Tuesday, April 20, 2010

Unexpected criticism of the Mighty Men conference

The past Mighty Men conference organized by Angus Buchan as usual drew criticism from various angles, some expected, others totally surprising. His message is quite controversial in certain circles and one can expect criticism for his views on the family from the secular community and non-Abrahamic religions.

It is certainly understandable that in this day and age advocating the man as the head of the household attract criticism from non-Christians, it is even a healthy debate that I would love to get into in the near future, but that is not the issue I want to address today.

No, what I want to address is much more curious: criticism from Christian theologians and Bible scholars. Angus’ voice hadn’t even properly settled on Sunday before no less than two ladies with PhD’s in the field of theology took exception to his preaching. One contends that we cannot by default put the man at the head of the family in modern times, the other contends that Jesus taught us that men and women are equal and that that nullifies the man’s position as patriarch.

In the first instance, as soon as you start arguing from the “modern times” angle, you are no longer arguing from a Biblical perspective and therefore your theological credentials do not come into play. I would even go as far as to assert that it is downright dishonest to mention that you are a theological authority on Christian matters, but then proceed to argue from a secular perspective. Again, remember that I am not arguing for the merits of either moral code, I am just pointing out that you can’t call yourself one thing and then talk like another.

In the second instance, Jesus never taught us that His Father’s laws are null and void since He was born. He actually said that He did not come to change the law, but to fulfill it. It should also be noted that the New Testament is very clear on women’s role in the church and at home:

Titus 2:3-5[3]Likewise, teach the older women to be reverent in the way they live, not to be slanderers or addicted to much wine, but to teach what is good. [4]Then they can train the younger women to love their husbands and children, [5]to be self-controlled and pure, to be busy at home, to be kind, and to be subject to their husbands, so that no one will malign the word of God.

1 Corinthians 11:3But I would have you know, that the head of every man is Christ; and the head of the woman is the man; and the head of Christ is God.

1 Corinthians 14:33-35[33]For God is not a God of disorder but of peace. As in all the congregations of the saints, [34]women should remain silent in the churches. They are not allowed to speak, but must be in submission, as the Law says. [35]If they want to inquire about something, they should ask their own husbands at home; for it is disgraceful for a woman to speak in the church.
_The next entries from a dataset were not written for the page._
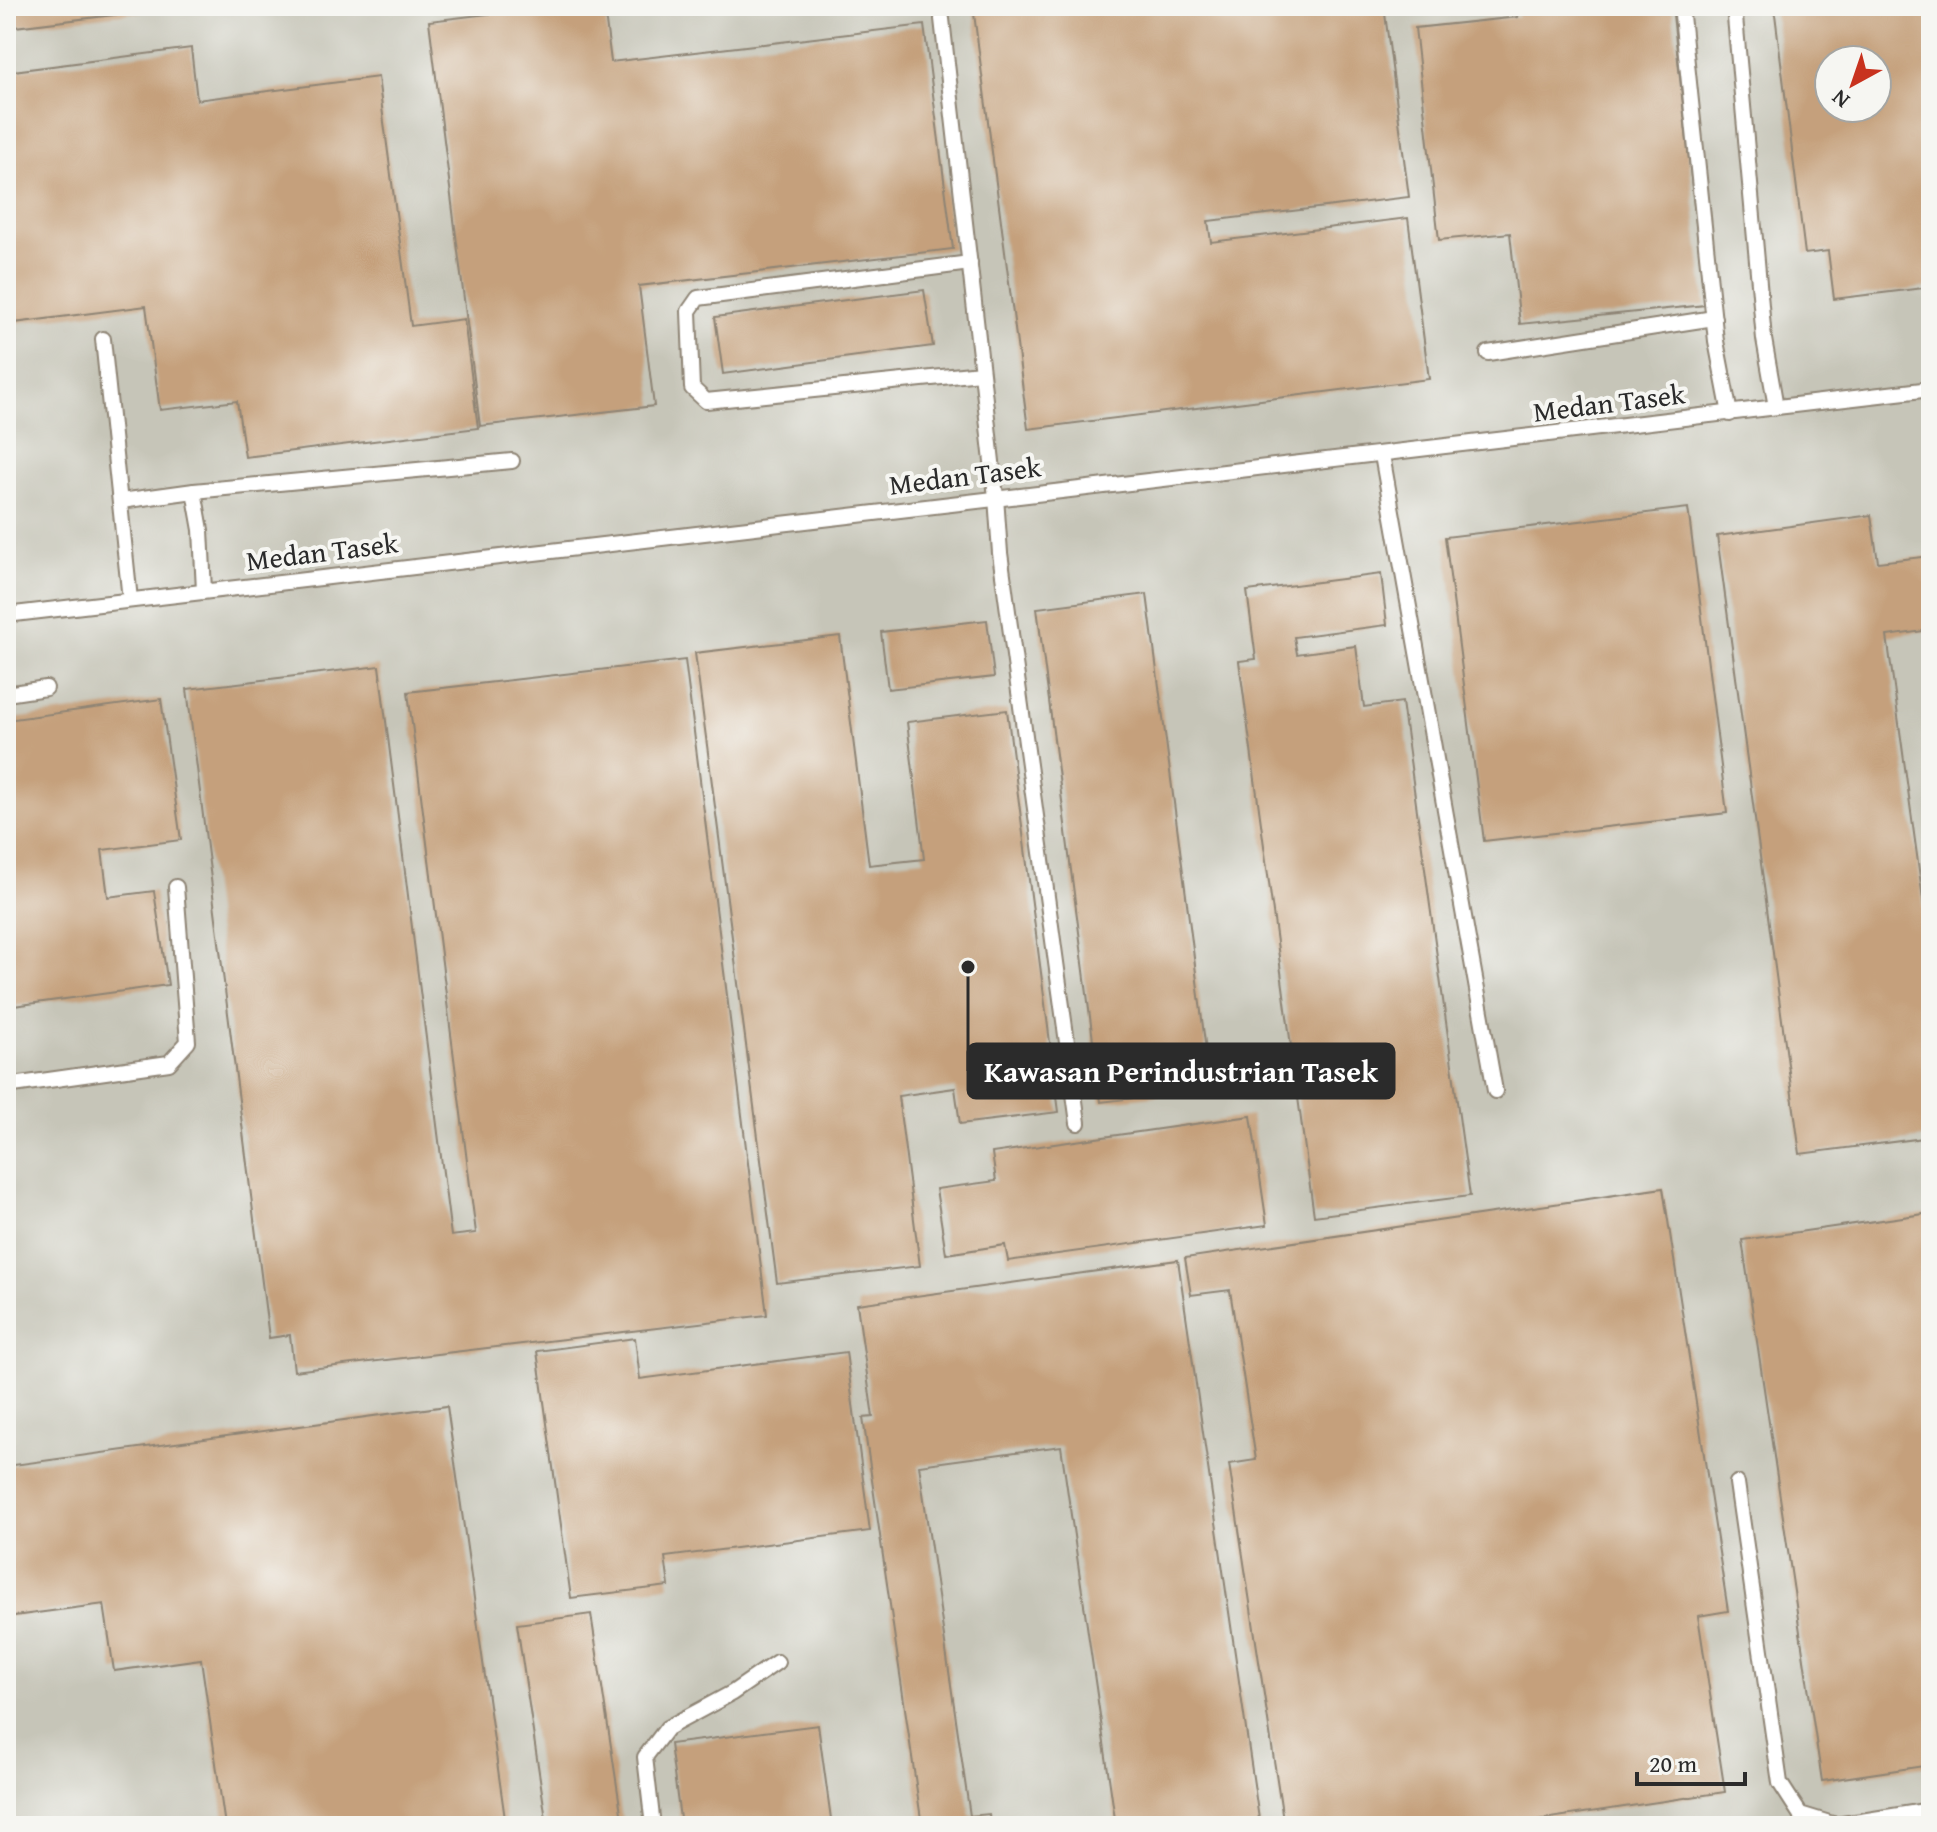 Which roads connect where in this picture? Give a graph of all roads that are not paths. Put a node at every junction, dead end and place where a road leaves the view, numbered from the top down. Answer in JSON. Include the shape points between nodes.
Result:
{"nodes":[{"id":1,"x":1681,"y":6,"type":"edge"},
{"id":2,"x":1734,"y":6,"type":"edge"},
{"id":3,"x":942,"y":19,"type":"dead end"},
{"id":4,"x":970,"y":263,"type":"junction"},
{"id":5,"x":1714,"y":318,"type":"junction"},
{"id":6,"x":103,"y":339,"type":"dead end"},
{"id":7,"x":1488,"y":353,"type":"dead end"},
{"id":8,"x":981,"y":373,"type":"junction"},
{"id":9,"x":1931,"y":389,"type":"edge"},
{"id":10,"x":1776,"y":407,"type":"junction"},
{"id":11,"x":1730,"y":414,"type":"junction"},
{"id":12,"x":1382,"y":455,"type":"junction"},
{"id":13,"x":512,"y":461,"type":"dead end"},
{"id":14,"x":194,"y":491,"type":"junction"},
{"id":15,"x":996,"y":497,"type":"junction"},
{"id":16,"x":121,"y":501,"type":"junction"},
{"id":17,"x":204,"y":591,"type":"junction"},
{"id":18,"x":130,"y":600,"type":"junction"},
{"id":19,"x":6,"y":615,"type":"edge"},
{"id":20,"x":46,"y":688,"type":"dead end"},
{"id":21,"x":6,"y":694,"type":"edge"},
{"id":22,"x":176,"y":887,"type":"dead end"},
{"id":23,"x":6,"y":1086,"type":"edge"},
{"id":24,"x":1495,"y":1091,"type":"dead end"},
{"id":25,"x":1078,"y":1123,"type":"dead end"},
{"id":26,"x":1737,"y":1483,"type":"dead end"},
{"id":27,"x":777,"y":1662,"type":"dead end"},
{"id":28,"x":1931,"y":1810,"type":"edge"},
{"id":29,"x":653,"y":1826,"type":"edge"}],
"edges":[{"from":1,"to":5,"type":"lane"},
{"from":2,"to":10,"type":"lane","via":[[1764,339]]},
{"from":3,"to":4,"type":"lane"},
{"from":4,"to":8,"type":"lane"},
{"from":4,"to":8,"type":"lane","via":[[698,298],[689,311],[692,388],[706,401]]},
{"from":5,"to":7,"type":"lane"},
{"from":5,"to":11,"type":"lane"},
{"from":6,"to":16,"type":"lane"},
{"from":8,"to":15,"type":"lane"},
{"from":9,"to":10,"type":"lane","name":"Medan Tasek"},
{"from":10,"to":11,"type":"lane","name":"Medan Tasek"},
{"from":11,"to":12,"type":"lane","name":"Medan Tasek"},
{"from":12,"to":15,"type":"lane","name":"Medan Tasek"},
{"from":12,"to":24,"type":"lane"},
{"from":13,"to":14,"type":"lane"},
{"from":14,"to":16,"type":"lane"},
{"from":14,"to":17,"type":"lane"},
{"from":15,"to":17,"type":"lane","name":"Medan Tasek"},
{"from":15,"to":25,"type":"lane"},
{"from":16,"to":18,"type":"lane"},
{"from":17,"to":18,"type":"lane","name":"Medan Tasek"},
{"from":18,"to":19,"type":"lane","name":"Medan Tasek"},
{"from":20,"to":21,"type":"lane"},
{"from":22,"to":23,"type":"lane","via":[[188,1042],[169,1063]]},
{"from":26,"to":28,"type":"lane","via":[[1780,1783],[1800,1814],[1836,1825]]},
{"from":27,"to":29,"type":"lane","via":[[667,1728],[645,1757]]}]}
(all passages quoted from the New International Version)

We must also recall what women did not do to minister when they accompanied Jesus. He did not choose women to be among the 12 apostles. He did not send women to teach, preach or heal. So far as we know He did not invite women to the last Supper in Matthew 26:20. When the great commission was given in Matthew 28:16-20, it was given to men. In brief, women did minister to Jesus and with Jesus, but never in a capacity of leadership or of authority such as teaching or preaching. It is also Ironic that by being a female theologian, the two ladies are already in contravention of the very teachings they claim to be authorities on.

Now, again I am not arguing for the merits of these teachings, I am merely arguing that if you are going to hold yourself up as a representative of the Christian church, you should be criticizing people based on what is actually written in the Bible. Otherwise you are not speaking as a learned member of the Church, but as a secularist, atheist or follower of a non-Abrahamic religion and you should present yourself as such.